### [What needs to be done]
In how many lines of these records does the word "Avenue" appear? Give the number by itself.

### [Records for this task]
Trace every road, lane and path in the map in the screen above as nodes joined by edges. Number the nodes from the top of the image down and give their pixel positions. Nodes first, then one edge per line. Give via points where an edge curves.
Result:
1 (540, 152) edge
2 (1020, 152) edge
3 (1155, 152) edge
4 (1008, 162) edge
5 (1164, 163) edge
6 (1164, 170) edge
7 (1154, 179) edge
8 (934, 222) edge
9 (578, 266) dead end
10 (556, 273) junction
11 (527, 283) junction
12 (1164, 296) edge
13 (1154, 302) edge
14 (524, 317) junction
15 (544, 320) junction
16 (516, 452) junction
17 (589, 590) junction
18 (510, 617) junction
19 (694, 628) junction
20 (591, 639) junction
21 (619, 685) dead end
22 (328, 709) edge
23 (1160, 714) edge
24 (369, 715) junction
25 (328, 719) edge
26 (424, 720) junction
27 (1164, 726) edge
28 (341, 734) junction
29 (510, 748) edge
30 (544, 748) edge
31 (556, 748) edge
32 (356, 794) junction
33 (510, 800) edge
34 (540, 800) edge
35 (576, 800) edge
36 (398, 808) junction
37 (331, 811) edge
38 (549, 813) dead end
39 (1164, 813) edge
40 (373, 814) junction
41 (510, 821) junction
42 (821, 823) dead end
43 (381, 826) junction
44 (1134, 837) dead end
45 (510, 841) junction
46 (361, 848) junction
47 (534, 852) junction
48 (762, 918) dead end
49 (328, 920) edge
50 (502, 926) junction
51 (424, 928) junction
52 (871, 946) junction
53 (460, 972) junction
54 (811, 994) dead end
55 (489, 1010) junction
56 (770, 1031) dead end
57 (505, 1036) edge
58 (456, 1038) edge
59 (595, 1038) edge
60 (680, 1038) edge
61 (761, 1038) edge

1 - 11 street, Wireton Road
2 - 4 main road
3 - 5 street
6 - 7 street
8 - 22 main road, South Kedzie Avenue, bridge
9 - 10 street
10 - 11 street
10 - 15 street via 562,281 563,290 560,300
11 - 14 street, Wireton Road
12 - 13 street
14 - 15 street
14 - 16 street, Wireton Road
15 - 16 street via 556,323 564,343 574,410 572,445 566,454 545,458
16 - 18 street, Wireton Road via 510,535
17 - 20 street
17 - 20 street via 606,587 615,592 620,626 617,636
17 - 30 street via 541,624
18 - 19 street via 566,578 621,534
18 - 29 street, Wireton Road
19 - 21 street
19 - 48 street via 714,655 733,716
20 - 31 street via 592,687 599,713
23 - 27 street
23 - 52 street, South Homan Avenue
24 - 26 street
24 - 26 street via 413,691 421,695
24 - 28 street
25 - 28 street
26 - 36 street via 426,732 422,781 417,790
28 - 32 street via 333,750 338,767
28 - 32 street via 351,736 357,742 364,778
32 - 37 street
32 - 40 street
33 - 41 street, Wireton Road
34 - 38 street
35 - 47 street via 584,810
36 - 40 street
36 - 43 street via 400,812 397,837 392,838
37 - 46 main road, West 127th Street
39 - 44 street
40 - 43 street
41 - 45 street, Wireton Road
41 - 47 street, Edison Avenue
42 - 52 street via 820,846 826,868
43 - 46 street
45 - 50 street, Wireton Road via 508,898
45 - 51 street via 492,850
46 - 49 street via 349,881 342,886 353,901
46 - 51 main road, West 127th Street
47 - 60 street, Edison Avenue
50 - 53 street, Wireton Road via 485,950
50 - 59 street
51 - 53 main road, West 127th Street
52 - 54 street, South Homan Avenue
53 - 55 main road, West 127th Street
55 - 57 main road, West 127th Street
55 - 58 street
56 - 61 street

### [Result of the task]
5